Segment Start: DATASET RECORDS

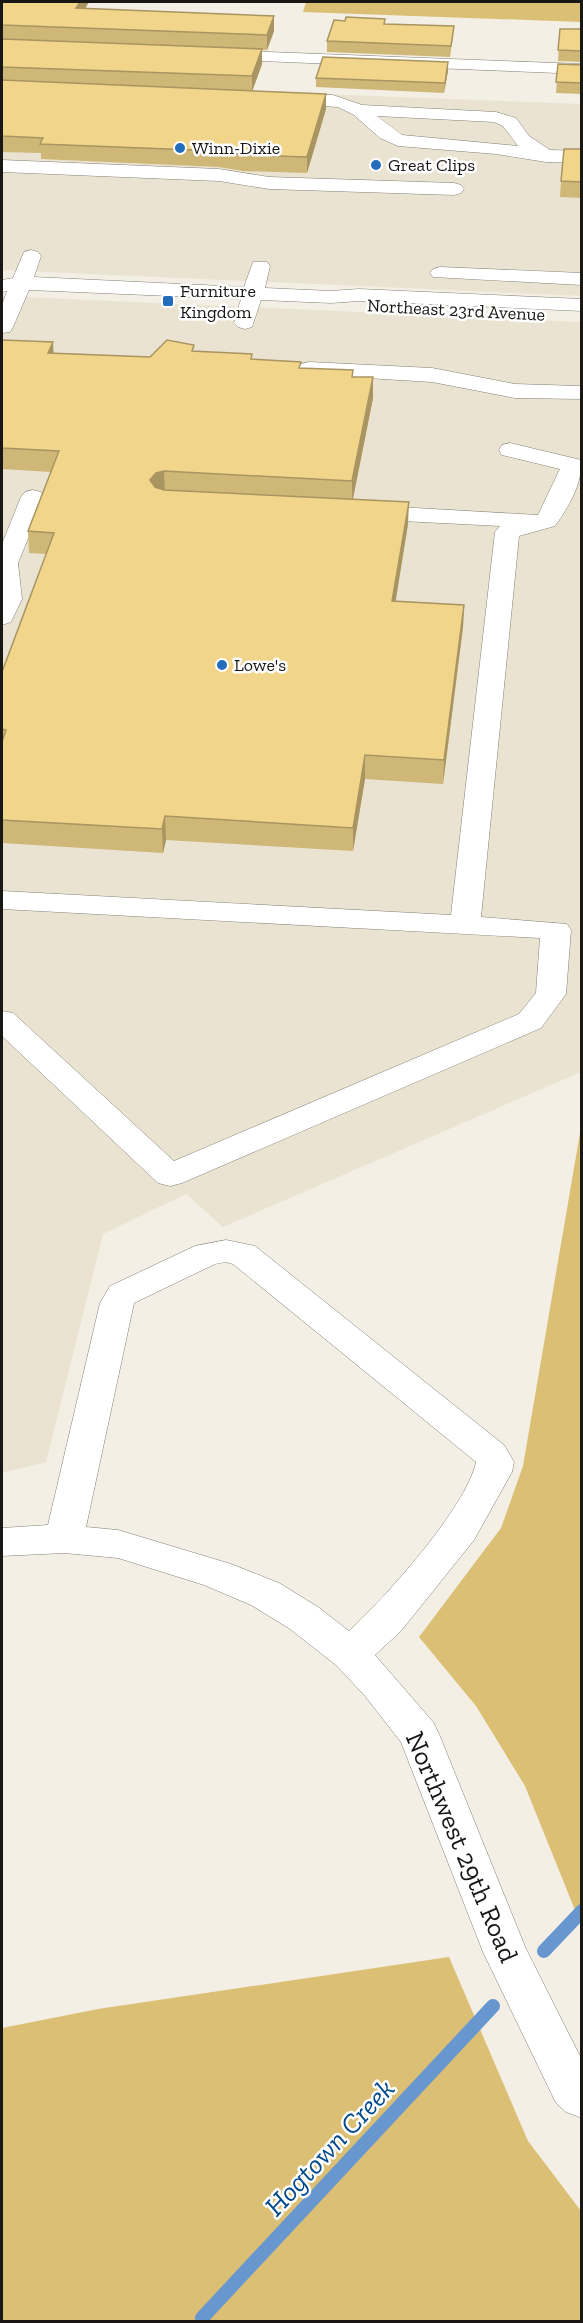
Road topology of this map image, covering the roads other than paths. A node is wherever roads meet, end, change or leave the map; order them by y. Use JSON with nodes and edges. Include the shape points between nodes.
{"nodes":[{"id":1,"x":202,"y":54,"type":"edge"},
{"id":2,"x":582,"y":69,"type":"edge"},
{"id":3,"x":269,"y":99,"type":"edge"},
{"id":4,"x":359,"y":110,"type":"junction"},
{"id":5,"x":546,"y":156,"type":"junction"},
{"id":6,"x":582,"y":157,"type":"edge"},
{"id":7,"x":2,"y":166,"type":"edge"},
{"id":8,"x":454,"y":189,"type":"dead end"},
{"id":9,"x":31,"y":256,"type":"dead end"},
{"id":10,"x":260,"y":266,"type":"dead end"},
{"id":11,"x":440,"y":273,"type":"dead end"},
{"id":12,"x":2,"y":279,"type":"edge"},
{"id":13,"x":582,"y":279,"type":"edge"},
{"id":14,"x":22,"y":283,"type":"junction"},
{"id":15,"x":2,"y":286,"type":"edge"},
{"id":16,"x":254,"y":293,"type":"junction"},
{"id":17,"x":331,"y":297,"type":"junction"},
{"id":18,"x":582,"y":305,"type":"edge"},
{"id":19,"x":582,"y":315,"type":"edge"},
{"id":20,"x":245,"y":322,"type":"dead end"},
{"id":21,"x":2,"y":327,"type":"edge"},
{"id":22,"x":287,"y":368,"type":"edge"},
{"id":23,"x":579,"y":393,"type":"dead end"},
{"id":24,"x":510,"y":450,"type":"dead end"},
{"id":25,"x":33,"y":497,"type":"dead end"},
{"id":26,"x":344,"y":511,"type":"edge"},
{"id":27,"x":547,"y":521,"type":"junction"},
{"id":28,"x":2,"y":617,"type":"edge"},
{"id":29,"x":2,"y":900,"type":"edge"},
{"id":30,"x":465,"y":925,"type":"junction"},
{"id":31,"x":2,"y":1020,"type":"edge"},
{"id":32,"x":64,"y":1539,"type":"junction"},
{"id":33,"x":2,"y":1542,"type":"edge"},
{"id":34,"x":350,"y":1654,"type":"junction"},
{"id":35,"x":582,"y":2097,"type":"edge"}],
"edges":[{"from":1,"to":2,"type":"street"},
{"from":3,"to":4,"type":"street","via":[[334,102]]},
{"from":4,"to":5,"type":"street","via":[[384,134],[398,140]]},
{"from":4,"to":5,"type":"street","via":[[496,117],[510,122],[522,140]]},
{"from":5,"to":6,"type":"street"},
{"from":7,"to":8,"type":"street","via":[[219,175],[269,183]]},
{"from":9,"to":14,"type":"street"},
{"from":10,"to":16,"type":"street"},
{"from":11,"to":13,"type":"street"},
{"from":12,"to":14,"type":"street"},
{"from":14,"to":15,"type":"street","name":"Northeast 23rd Avenue"},
{"from":14,"to":16,"type":"street","name":"Northeast 23rd Avenue"},
{"from":14,"to":21,"type":"street"},
{"from":16,"to":17,"type":"street","name":"Northeast 23rd Avenue"},
{"from":16,"to":20,"type":"street"},
{"from":17,"to":18,"type":"street","name":"Northeast 23rd Avenue"},
{"from":17,"to":19,"type":"street","name":"Northeast 23rd Avenue","via":[[357,305]]},
{"from":22,"to":23,"type":"street","via":[[432,375],[515,391]]},
{"from":24,"to":27,"type":"street","via":[[573,465]]},
{"from":25,"to":28,"type":"street","via":[[6,563],[9,599]]},
{"from":26,"to":27,"type":"street"},
{"from":27,"to":30,"type":"street","via":[[507,532]]},
{"from":29,"to":30,"type":"street"},
{"from":30,"to":31,"type":"street","via":[[556,930],[551,994],[530,1021],[170,1175]]},
{"from":32,"to":33,"type":"street","name":"Northwest 29th Road"},
{"from":32,"to":34,"type":"street","name":"Northwest 29th Road","via":[[118,1544],[217,1574],[265,1594]]},
{"from":32,"to":34,"type":"street","via":[[122,1294],[207,1254],[243,1254],[495,1462],[460,1530],[387,1620]]},
{"from":34,"to":35,"type":"street","name":"Northwest 29th Road","via":[[418,1734],[505,1952],[572,2088]]}]}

Segment End: DATASET RECORDS

## TASK TO CARRY OUT
Write out the listing above exactly as it stands, pictures excluded.

## PROBLEM SOLUTION
Road topology of this map image, covering the roads other than paths. A node is wherever roads meet, end, change or leave the map; order them by y. Use JSON with nodes and edges. Include the shape points between nodes.
{"nodes":[{"id":1,"x":202,"y":54,"type":"edge"},
{"id":2,"x":582,"y":69,"type":"edge"},
{"id":3,"x":269,"y":99,"type":"edge"},
{"id":4,"x":359,"y":110,"type":"junction"},
{"id":5,"x":546,"y":156,"type":"junction"},
{"id":6,"x":582,"y":157,"type":"edge"},
{"id":7,"x":2,"y":166,"type":"edge"},
{"id":8,"x":454,"y":189,"type":"dead end"},
{"id":9,"x":31,"y":256,"type":"dead end"},
{"id":10,"x":260,"y":266,"type":"dead end"},
{"id":11,"x":440,"y":273,"type":"dead end"},
{"id":12,"x":2,"y":279,"type":"edge"},
{"id":13,"x":582,"y":279,"type":"edge"},
{"id":14,"x":22,"y":283,"type":"junction"},
{"id":15,"x":2,"y":286,"type":"edge"},
{"id":16,"x":254,"y":293,"type":"junction"},
{"id":17,"x":331,"y":297,"type":"junction"},
{"id":18,"x":582,"y":305,"type":"edge"},
{"id":19,"x":582,"y":315,"type":"edge"},
{"id":20,"x":245,"y":322,"type":"dead end"},
{"id":21,"x":2,"y":327,"type":"edge"},
{"id":22,"x":287,"y":368,"type":"edge"},
{"id":23,"x":579,"y":393,"type":"dead end"},
{"id":24,"x":510,"y":450,"type":"dead end"},
{"id":25,"x":33,"y":497,"type":"dead end"},
{"id":26,"x":344,"y":511,"type":"edge"},
{"id":27,"x":547,"y":521,"type":"junction"},
{"id":28,"x":2,"y":617,"type":"edge"},
{"id":29,"x":2,"y":900,"type":"edge"},
{"id":30,"x":465,"y":925,"type":"junction"},
{"id":31,"x":2,"y":1020,"type":"edge"},
{"id":32,"x":64,"y":1539,"type":"junction"},
{"id":33,"x":2,"y":1542,"type":"edge"},
{"id":34,"x":350,"y":1654,"type":"junction"},
{"id":35,"x":582,"y":2097,"type":"edge"}],
"edges":[{"from":1,"to":2,"type":"street"},
{"from":3,"to":4,"type":"street","via":[[334,102]]},
{"from":4,"to":5,"type":"street","via":[[384,134],[398,140]]},
{"from":4,"to":5,"type":"street","via":[[496,117],[510,122],[522,140]]},
{"from":5,"to":6,"type":"street"},
{"from":7,"to":8,"type":"street","via":[[219,175],[269,183]]},
{"from":9,"to":14,"type":"street"},
{"from":10,"to":16,"type":"street"},
{"from":11,"to":13,"type":"street"},
{"from":12,"to":14,"type":"street"},
{"from":14,"to":15,"type":"street","name":"Northeast 23rd Avenue"},
{"from":14,"to":16,"type":"street","name":"Northeast 23rd Avenue"},
{"from":14,"to":21,"type":"street"},
{"from":16,"to":17,"type":"street","name":"Northeast 23rd Avenue"},
{"from":16,"to":20,"type":"street"},
{"from":17,"to":18,"type":"street","name":"Northeast 23rd Avenue"},
{"from":17,"to":19,"type":"street","name":"Northeast 23rd Avenue","via":[[357,305]]},
{"from":22,"to":23,"type":"street","via":[[432,375],[515,391]]},
{"from":24,"to":27,"type":"street","via":[[573,465]]},
{"from":25,"to":28,"type":"street","via":[[6,563],[9,599]]},
{"from":26,"to":27,"type":"street"},
{"from":27,"to":30,"type":"street","via":[[507,532]]},
{"from":29,"to":30,"type":"street"},
{"from":30,"to":31,"type":"street","via":[[556,930],[551,994],[530,1021],[170,1175]]},
{"from":32,"to":33,"type":"street","name":"Northwest 29th Road"},
{"from":32,"to":34,"type":"street","name":"Northwest 29th Road","via":[[118,1544],[217,1574],[265,1594]]},
{"from":32,"to":34,"type":"street","via":[[122,1294],[207,1254],[243,1254],[495,1462],[460,1530],[387,1620]]},
{"from":34,"to":35,"type":"street","name":"Northwest 29th Road","via":[[418,1734],[505,1952],[572,2088]]}]}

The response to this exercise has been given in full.